◆ **Problem requirements**: Below are some entries. Work out how many of their lines hold the word "paths", and write that number alone.
[[ Given records open ]]
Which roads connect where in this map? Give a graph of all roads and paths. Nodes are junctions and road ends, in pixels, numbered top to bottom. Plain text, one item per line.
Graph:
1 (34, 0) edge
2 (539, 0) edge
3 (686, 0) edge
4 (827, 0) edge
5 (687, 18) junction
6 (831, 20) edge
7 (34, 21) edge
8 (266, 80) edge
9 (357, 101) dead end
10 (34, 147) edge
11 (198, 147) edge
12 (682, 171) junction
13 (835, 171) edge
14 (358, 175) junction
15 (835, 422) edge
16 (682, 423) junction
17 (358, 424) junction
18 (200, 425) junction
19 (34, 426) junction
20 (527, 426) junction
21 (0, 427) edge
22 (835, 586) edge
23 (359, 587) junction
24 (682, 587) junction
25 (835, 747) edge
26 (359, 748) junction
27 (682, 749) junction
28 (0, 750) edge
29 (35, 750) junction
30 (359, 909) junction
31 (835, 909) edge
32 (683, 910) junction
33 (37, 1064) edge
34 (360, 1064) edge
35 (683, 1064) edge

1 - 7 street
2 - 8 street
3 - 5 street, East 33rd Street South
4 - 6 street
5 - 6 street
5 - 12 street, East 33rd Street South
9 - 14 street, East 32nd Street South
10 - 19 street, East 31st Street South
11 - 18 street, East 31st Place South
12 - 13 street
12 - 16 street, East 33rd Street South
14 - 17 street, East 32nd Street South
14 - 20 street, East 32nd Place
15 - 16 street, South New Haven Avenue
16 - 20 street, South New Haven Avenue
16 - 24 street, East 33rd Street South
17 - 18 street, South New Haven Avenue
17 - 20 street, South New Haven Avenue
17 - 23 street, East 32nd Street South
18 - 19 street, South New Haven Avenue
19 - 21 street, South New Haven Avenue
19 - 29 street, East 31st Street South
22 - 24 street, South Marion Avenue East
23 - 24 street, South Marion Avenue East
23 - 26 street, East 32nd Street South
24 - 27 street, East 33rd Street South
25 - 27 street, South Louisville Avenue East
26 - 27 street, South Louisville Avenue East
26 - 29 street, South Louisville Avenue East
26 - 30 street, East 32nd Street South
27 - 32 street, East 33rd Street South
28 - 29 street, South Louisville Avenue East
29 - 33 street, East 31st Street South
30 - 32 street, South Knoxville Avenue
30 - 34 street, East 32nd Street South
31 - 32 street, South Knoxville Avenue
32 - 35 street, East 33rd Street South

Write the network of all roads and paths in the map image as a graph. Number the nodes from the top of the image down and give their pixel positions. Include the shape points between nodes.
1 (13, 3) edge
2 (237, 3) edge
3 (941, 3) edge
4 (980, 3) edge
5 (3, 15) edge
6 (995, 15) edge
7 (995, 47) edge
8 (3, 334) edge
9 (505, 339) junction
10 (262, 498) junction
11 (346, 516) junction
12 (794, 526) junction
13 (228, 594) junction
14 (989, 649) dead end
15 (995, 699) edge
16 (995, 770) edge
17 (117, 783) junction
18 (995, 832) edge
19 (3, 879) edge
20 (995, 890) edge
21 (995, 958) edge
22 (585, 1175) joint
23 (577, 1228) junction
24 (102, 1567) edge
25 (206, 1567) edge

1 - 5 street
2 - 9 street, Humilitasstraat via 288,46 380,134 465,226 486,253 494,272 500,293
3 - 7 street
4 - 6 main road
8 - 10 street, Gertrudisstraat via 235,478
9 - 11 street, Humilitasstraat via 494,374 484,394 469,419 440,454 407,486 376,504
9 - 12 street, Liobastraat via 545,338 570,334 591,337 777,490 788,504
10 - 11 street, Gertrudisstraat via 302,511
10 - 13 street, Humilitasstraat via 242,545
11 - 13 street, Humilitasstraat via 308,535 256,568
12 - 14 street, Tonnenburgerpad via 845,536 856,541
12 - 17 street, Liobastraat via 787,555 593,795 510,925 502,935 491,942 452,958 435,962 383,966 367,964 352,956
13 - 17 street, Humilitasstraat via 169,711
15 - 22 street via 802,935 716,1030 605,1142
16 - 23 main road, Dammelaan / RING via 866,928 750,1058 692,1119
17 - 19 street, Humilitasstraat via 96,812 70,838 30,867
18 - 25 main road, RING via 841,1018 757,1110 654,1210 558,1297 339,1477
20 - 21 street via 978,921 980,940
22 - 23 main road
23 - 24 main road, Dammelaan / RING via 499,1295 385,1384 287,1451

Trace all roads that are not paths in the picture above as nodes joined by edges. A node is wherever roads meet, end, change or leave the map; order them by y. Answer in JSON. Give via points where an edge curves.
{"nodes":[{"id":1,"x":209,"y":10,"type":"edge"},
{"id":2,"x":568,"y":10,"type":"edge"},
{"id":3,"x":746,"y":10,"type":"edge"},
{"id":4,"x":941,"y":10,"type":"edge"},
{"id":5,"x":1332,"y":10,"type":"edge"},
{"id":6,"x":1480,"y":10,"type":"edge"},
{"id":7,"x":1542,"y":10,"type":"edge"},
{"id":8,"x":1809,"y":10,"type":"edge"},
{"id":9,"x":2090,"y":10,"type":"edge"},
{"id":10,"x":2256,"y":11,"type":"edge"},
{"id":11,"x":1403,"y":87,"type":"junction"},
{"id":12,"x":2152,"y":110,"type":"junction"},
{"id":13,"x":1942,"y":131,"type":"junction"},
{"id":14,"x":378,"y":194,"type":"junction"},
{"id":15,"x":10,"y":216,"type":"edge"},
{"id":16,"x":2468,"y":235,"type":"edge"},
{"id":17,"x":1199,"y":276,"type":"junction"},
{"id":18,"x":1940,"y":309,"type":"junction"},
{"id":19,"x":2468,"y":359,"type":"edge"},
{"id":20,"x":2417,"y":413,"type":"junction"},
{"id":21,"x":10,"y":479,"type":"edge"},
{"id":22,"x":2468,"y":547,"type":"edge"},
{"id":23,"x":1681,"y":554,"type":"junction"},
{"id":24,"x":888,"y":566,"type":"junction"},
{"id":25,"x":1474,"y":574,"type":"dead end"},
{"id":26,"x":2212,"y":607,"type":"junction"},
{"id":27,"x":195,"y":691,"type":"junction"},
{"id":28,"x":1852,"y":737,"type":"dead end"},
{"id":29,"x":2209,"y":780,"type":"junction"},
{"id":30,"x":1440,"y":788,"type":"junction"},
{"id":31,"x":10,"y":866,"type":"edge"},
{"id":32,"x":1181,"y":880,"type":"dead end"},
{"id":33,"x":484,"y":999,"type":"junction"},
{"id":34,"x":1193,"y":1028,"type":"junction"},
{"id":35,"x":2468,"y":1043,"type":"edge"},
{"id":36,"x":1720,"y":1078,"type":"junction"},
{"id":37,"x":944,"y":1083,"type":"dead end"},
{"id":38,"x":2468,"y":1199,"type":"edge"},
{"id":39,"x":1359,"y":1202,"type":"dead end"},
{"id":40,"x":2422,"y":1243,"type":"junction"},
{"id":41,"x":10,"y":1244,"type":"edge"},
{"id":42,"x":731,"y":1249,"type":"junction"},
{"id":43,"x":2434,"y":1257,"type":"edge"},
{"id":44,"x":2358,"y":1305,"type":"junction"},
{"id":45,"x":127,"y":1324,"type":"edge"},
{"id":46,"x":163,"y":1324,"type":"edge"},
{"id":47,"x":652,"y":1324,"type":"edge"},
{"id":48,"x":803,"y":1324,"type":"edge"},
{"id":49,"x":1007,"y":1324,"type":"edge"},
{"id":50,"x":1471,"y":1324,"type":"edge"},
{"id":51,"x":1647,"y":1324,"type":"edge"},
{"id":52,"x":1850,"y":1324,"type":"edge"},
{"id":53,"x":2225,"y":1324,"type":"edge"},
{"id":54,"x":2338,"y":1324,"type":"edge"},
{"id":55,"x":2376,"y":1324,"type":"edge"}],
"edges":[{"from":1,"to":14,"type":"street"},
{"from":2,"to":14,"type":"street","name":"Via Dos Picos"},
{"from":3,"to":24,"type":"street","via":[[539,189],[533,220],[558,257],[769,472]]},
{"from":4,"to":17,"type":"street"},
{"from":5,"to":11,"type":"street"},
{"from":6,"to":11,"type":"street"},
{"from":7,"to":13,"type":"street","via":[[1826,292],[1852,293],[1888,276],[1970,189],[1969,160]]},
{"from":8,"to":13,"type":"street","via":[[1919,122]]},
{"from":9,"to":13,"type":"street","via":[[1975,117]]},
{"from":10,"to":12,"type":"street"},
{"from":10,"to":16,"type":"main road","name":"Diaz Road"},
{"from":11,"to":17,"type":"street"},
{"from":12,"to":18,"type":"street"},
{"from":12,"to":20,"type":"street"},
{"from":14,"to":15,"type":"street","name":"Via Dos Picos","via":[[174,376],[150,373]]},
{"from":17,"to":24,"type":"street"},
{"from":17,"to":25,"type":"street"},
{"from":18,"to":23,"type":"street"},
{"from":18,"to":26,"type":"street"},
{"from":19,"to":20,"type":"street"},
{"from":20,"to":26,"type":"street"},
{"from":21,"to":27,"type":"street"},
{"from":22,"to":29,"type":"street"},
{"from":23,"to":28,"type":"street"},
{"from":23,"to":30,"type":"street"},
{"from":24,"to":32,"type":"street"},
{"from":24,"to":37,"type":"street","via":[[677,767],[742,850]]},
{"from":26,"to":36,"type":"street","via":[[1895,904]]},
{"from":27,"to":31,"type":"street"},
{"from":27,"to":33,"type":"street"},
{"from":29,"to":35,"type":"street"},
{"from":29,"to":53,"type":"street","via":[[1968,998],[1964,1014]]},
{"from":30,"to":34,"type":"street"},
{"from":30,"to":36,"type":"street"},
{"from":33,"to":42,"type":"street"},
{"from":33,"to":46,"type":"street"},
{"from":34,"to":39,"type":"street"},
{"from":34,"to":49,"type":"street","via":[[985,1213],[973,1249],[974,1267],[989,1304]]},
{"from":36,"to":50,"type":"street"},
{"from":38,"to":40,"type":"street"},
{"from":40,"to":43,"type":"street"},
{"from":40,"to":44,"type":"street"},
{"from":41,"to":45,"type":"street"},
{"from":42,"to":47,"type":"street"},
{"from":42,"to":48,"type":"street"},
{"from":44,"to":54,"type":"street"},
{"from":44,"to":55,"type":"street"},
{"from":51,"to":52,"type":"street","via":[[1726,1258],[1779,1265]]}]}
[[ Given records closed ]]
◆ **Expected output**: 3